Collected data
------------------------------------------------------------------------

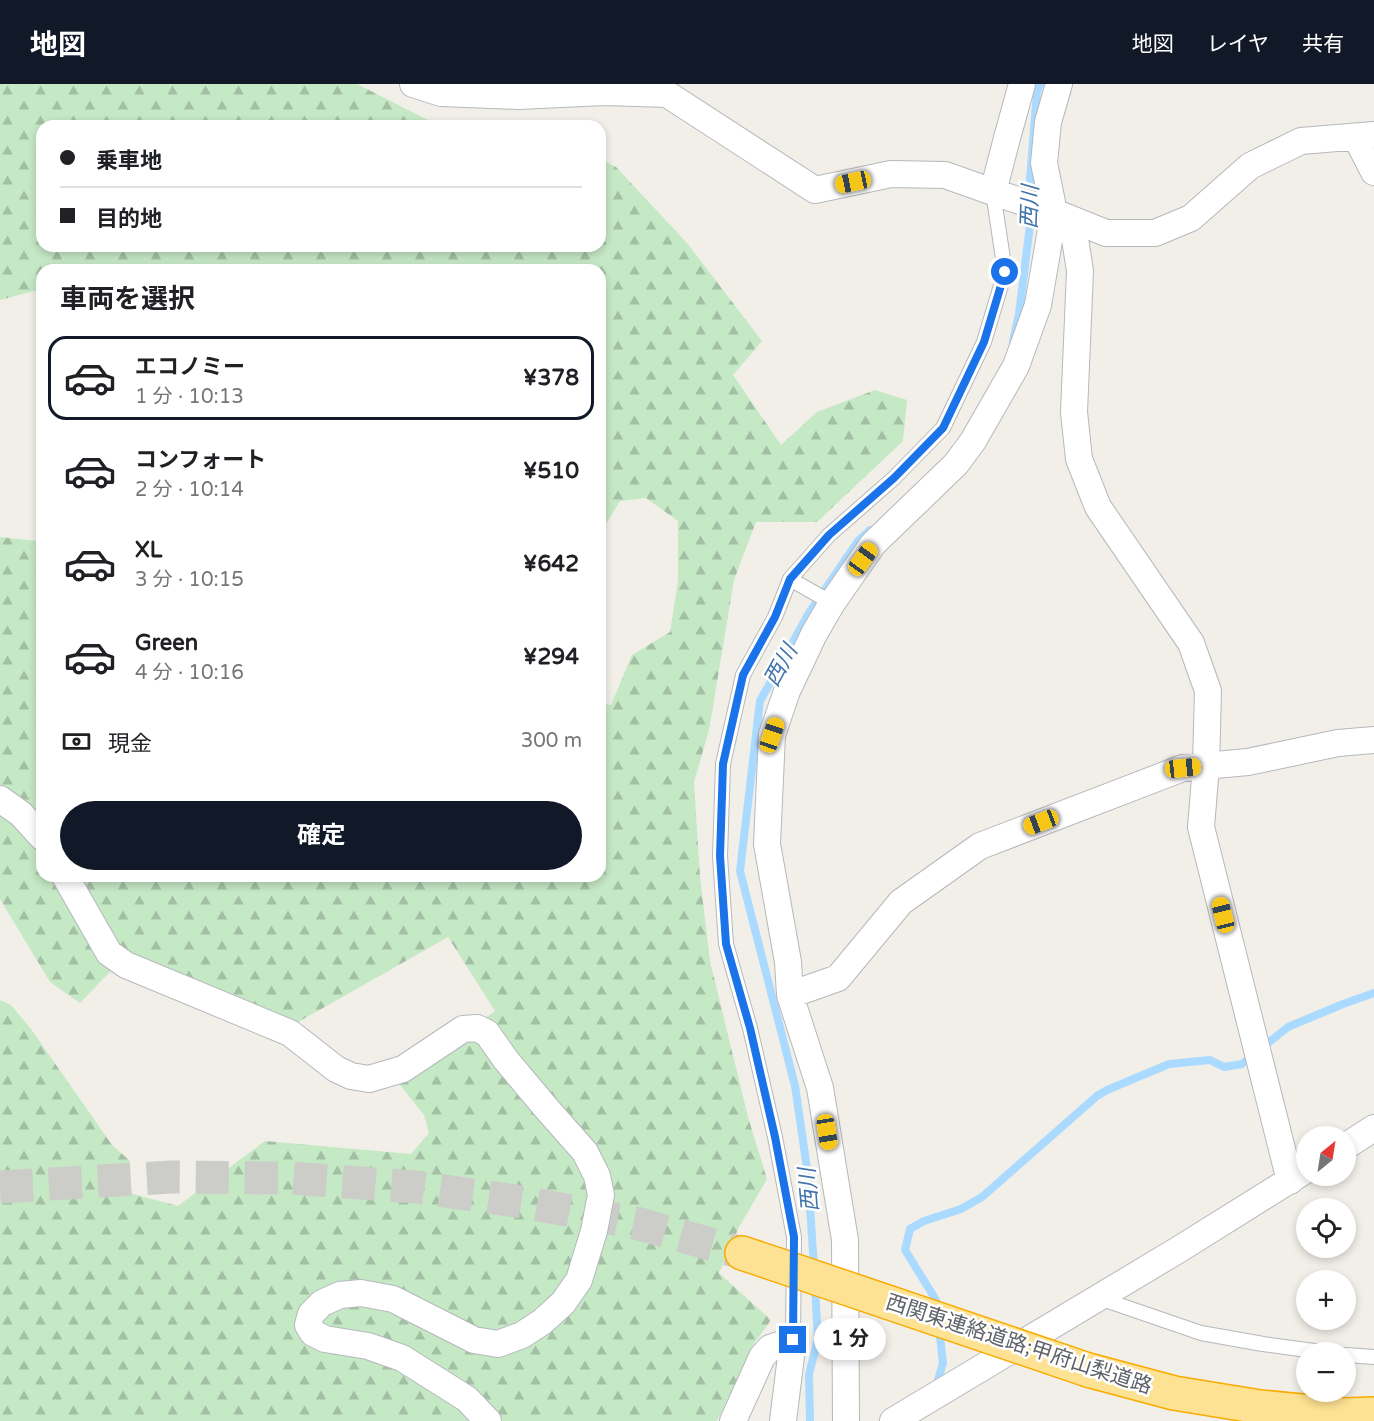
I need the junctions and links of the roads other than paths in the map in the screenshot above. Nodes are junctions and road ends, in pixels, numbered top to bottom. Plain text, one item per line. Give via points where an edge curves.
1 (413, 84) edge
2 (1022, 84) edge
3 (1059, 84) edge
4 (1365, 136) edge
5 (1374, 172) edge
6 (993, 192) junction
7 (1063, 216) junction
8 (790, 579) junction
9 (832, 603) junction
10 (1374, 740) edge
11 (1206, 766) junction
12 (0, 799) edge
13 (36, 830) edge
14 (68, 882) edge
15 (790, 995) junction
16 (1374, 1128) edge
17 (1356, 1140) edge
18 (1296, 1169) edge
19 (1296, 1177) edge
20 (742, 1253) tunnel mouth
21 (1098, 1298) junction
22 (793, 1340) junction
23 (1296, 1348) edge
24 (1356, 1356) edge
25 (1374, 1357) edge
26 (1374, 1414) edge
27 (488, 1421) edge
28 (733, 1421) edge
29 (783, 1421) edge
30 (846, 1421) edge
31 (893, 1421) edge

1 - 6 street via 441,93 668,94 815,190 891,174 945,175
2 - 6 street
3 - 7 street via 1048,122 1044,163
4 - 5 street
4 - 7 street via 1301,141 1250,166 1191,218 1155,233 1106,233
6 - 7 street
6 - 8 lane via 1005,272 984,342 943,428 829,535
7 - 9 street via 1016,366 973,441 956,464 873,544
7 - 11 street via 1080,271 1074,412 1079,459 1098,507 1191,643 1208,691
8 - 9 lane
8 - 22 lane via 775,617 743,675 723,764 720,856 726,944 750,1028 794,1237
9 - 15 street via 787,691 772,735 767,844
10 - 11 street
11 - 15 street via 1183,768 980,846 901,902 838,978
11 - 18 street via 1201,827
12 - 13 street
14 - 27 street via 109,953 126,965 290,1034 351,1076 369,1079 403,1069 464,1029 477,1028 487,1033 585,1152 601,1195 579,1280 563,1303 522,1335 498,1344 474,1340 393,1299 361,1293 340,1295 322,1303 311,1314 308,1325 313,1333 402,1358 467,1399
15 - 30 street via 820,1088 845,1239
16 - 17 street
19 - 21 street
20 - 26 highway, 西関東連絡道路;甲府山梨道路, bridge via 1088,1370 1174,1393 1260,1407
21 - 23 lane via 1201,1333
21 - 31 street
22 - 28 street via 770,1348 762,1357
22 - 29 street
24 - 25 lane

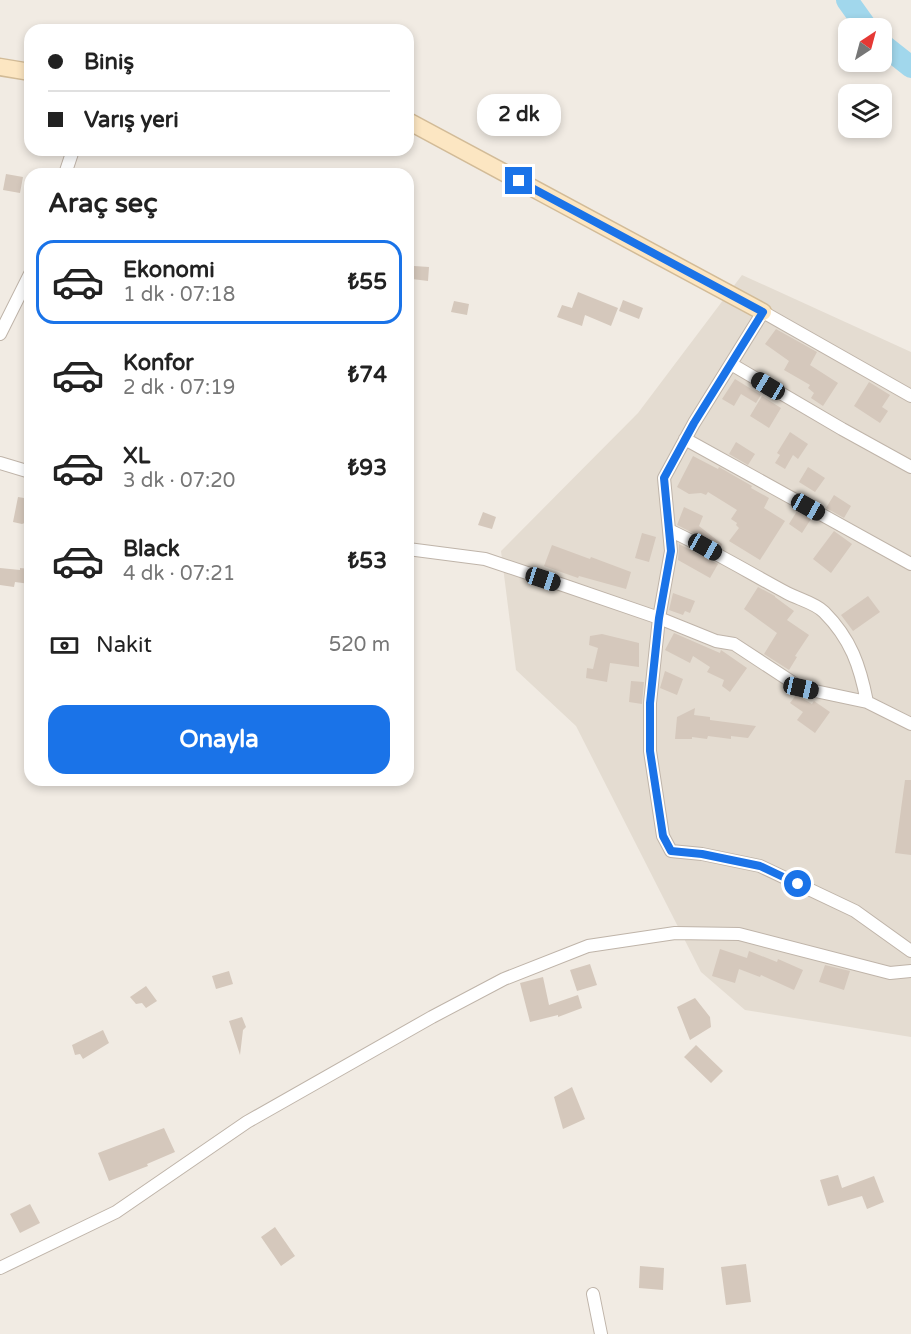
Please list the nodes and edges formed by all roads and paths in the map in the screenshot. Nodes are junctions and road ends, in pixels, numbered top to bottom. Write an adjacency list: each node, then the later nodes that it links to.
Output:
1 (0, 67): 2 (street)
2 (24, 71)
3 (414, 124): 5 (street)
4 (24, 286): 6 (street)
5 (763, 312): 7 (street); 8 (street)
6 (0, 334)
7 (731, 364): 9 (street); 11 (street)
8 (911, 396)
9 (685, 439): 13 (street); 15 (street)
10 (0, 463): 12 (street)
11 (911, 467)
12 (24, 470)
13 (669, 530): 16 (street); 17 (street)
14 (414, 550): 16 (street)
15 (911, 564)
16 (659, 618): 17 (street); 19 (street)
17 (867, 702): 18 (street)
18 (911, 724)
19 (911, 951)
20 (911, 971): 21 (street)
21 (0, 1268)
22 (593, 1294): 23 (street)
23 (601, 1334)

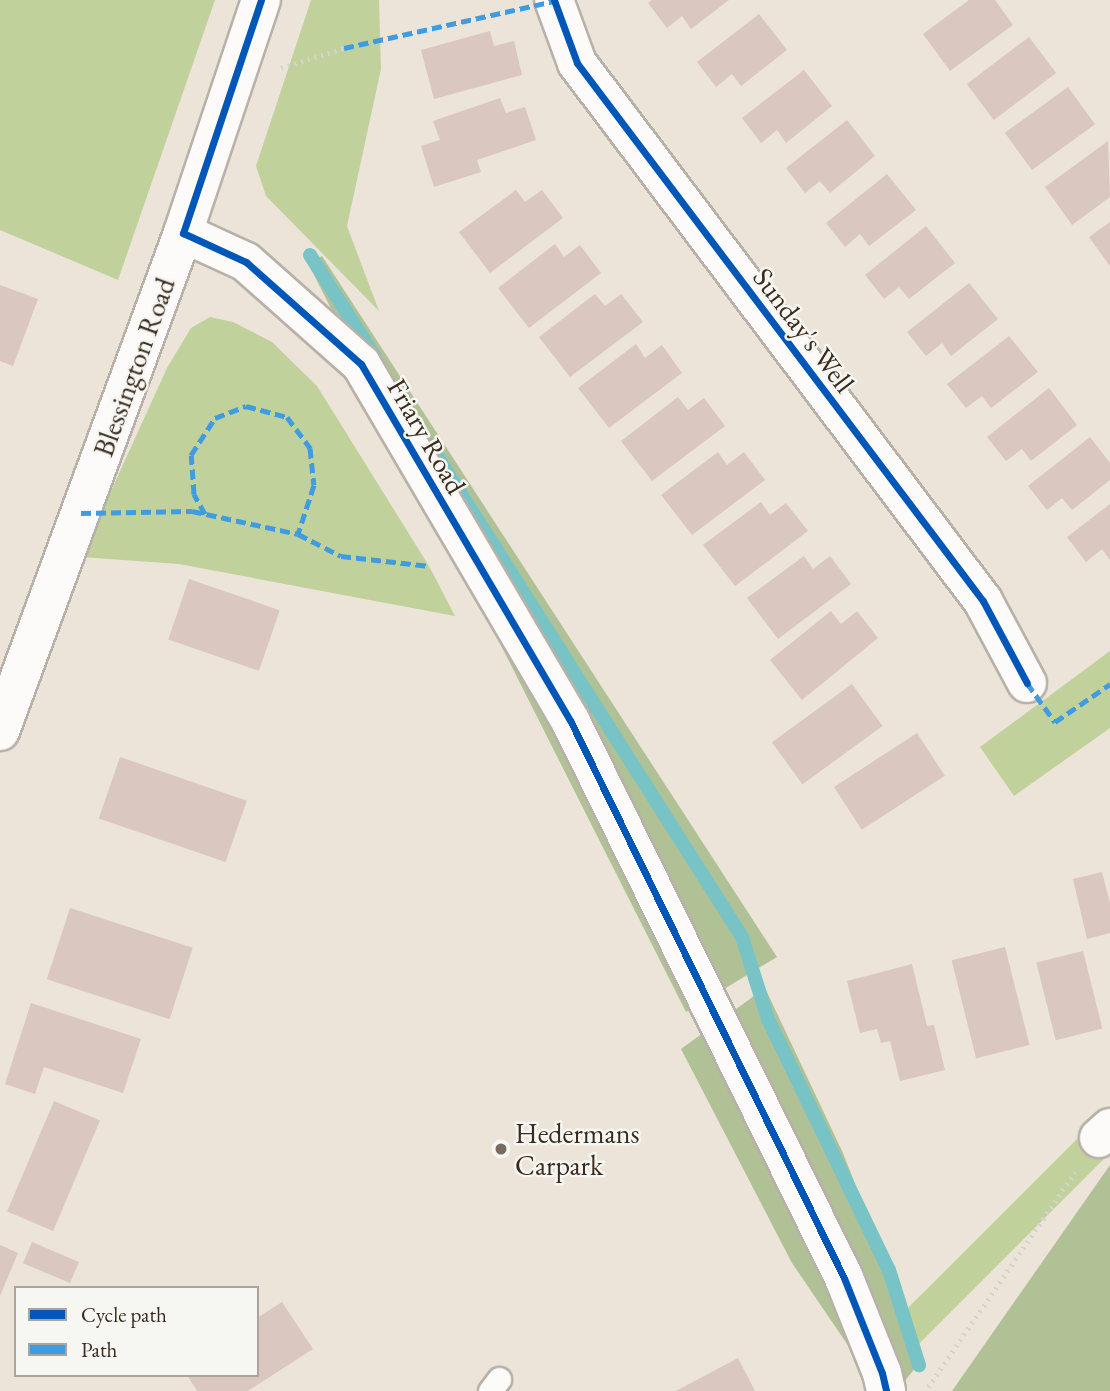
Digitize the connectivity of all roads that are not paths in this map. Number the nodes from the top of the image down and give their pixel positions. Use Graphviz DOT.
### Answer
graph roads {
  1 [pos="261,0"];
  2 [pos="554,0"];
  3 [pos="183,233"];
  4 [pos="1027,683"];
  5 [pos="0,730"];
  6 [pos="886,1391"];
  1 -- 3 [label="street, Blessington Road"];
  2 -- 4 [label="street, Sunday's Well"];
  3 -- 5 [label="street, Blessington Road"];
  3 -- 6 [label="street, Friary Road"];
}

------------------------------------------------------------------------

### Exercise:
The data needs to be reproduced exactly, please, apart from its pictures.

### Answer for this exercise:
I need the junctions and links of the roads other than paths in the map in the screenshot above. Nodes are junctions and road ends, in pixels, numbered top to bottom. Plain text, one item per line. Give via points where an edge curves.
1 (413, 84) edge
2 (1022, 84) edge
3 (1059, 84) edge
4 (1365, 136) edge
5 (1374, 172) edge
6 (993, 192) junction
7 (1063, 216) junction
8 (790, 579) junction
9 (832, 603) junction
10 (1374, 740) edge
11 (1206, 766) junction
12 (0, 799) edge
13 (36, 830) edge
14 (68, 882) edge
15 (790, 995) junction
16 (1374, 1128) edge
17 (1356, 1140) edge
18 (1296, 1169) edge
19 (1296, 1177) edge
20 (742, 1253) tunnel mouth
21 (1098, 1298) junction
22 (793, 1340) junction
23 (1296, 1348) edge
24 (1356, 1356) edge
25 (1374, 1357) edge
26 (1374, 1414) edge
27 (488, 1421) edge
28 (733, 1421) edge
29 (783, 1421) edge
30 (846, 1421) edge
31 (893, 1421) edge

1 - 6 street via 441,93 668,94 815,190 891,174 945,175
2 - 6 street
3 - 7 street via 1048,122 1044,163
4 - 5 street
4 - 7 street via 1301,141 1250,166 1191,218 1155,233 1106,233
6 - 7 street
6 - 8 lane via 1005,272 984,342 943,428 829,535
7 - 9 street via 1016,366 973,441 956,464 873,544
7 - 11 street via 1080,271 1074,412 1079,459 1098,507 1191,643 1208,691
8 - 9 lane
8 - 22 lane via 775,617 743,675 723,764 720,856 726,944 750,1028 794,1237
9 - 15 street via 787,691 772,735 767,844
10 - 11 street
11 - 15 street via 1183,768 980,846 901,902 838,978
11 - 18 street via 1201,827
12 - 13 street
14 - 27 street via 109,953 126,965 290,1034 351,1076 369,1079 403,1069 464,1029 477,1028 487,1033 585,1152 601,1195 579,1280 563,1303 522,1335 498,1344 474,1340 393,1299 361,1293 340,1295 322,1303 311,1314 308,1325 313,1333 402,1358 467,1399
15 - 30 street via 820,1088 845,1239
16 - 17 street
19 - 21 street
20 - 26 highway, 西関東連絡道路;甲府山梨道路, bridge via 1088,1370 1174,1393 1260,1407
21 - 23 lane via 1201,1333
21 - 31 street
22 - 28 street via 770,1348 762,1357
22 - 29 street
24 - 25 lane

Please list the nodes and edges formed by all roads and paths in the map in the screenshot. Nodes are junctions and road ends, in pixels, numbered top to bottom. Write an adjacency list: each node, then the later nodes that it links to.
Output:
1 (0, 67): 2 (street)
2 (24, 71)
3 (414, 124): 5 (street)
4 (24, 286): 6 (street)
5 (763, 312): 7 (street); 8 (street)
6 (0, 334)
7 (731, 364): 9 (street); 11 (street)
8 (911, 396)
9 (685, 439): 13 (street); 15 (street)
10 (0, 463): 12 (street)
11 (911, 467)
12 (24, 470)
13 (669, 530): 16 (street); 17 (street)
14 (414, 550): 16 (street)
15 (911, 564)
16 (659, 618): 17 (street); 19 (street)
17 (867, 702): 18 (street)
18 (911, 724)
19 (911, 951)
20 (911, 971): 21 (street)
21 (0, 1268)
22 (593, 1294): 23 (street)
23 (601, 1334)

Digitize the connectivity of all roads that are not paths in this map. Number the nodes from the top of the image down and give their pixel positions. Use Graphviz DOT.
### Answer
graph roads {
  1 [pos="261,0"];
  2 [pos="554,0"];
  3 [pos="183,233"];
  4 [pos="1027,683"];
  5 [pos="0,730"];
  6 [pos="886,1391"];
  1 -- 3 [label="street, Blessington Road"];
  2 -- 4 [label="street, Sunday's Well"];
  3 -- 5 [label="street, Blessington Road"];
  3 -- 6 [label="street, Friary Road"];
}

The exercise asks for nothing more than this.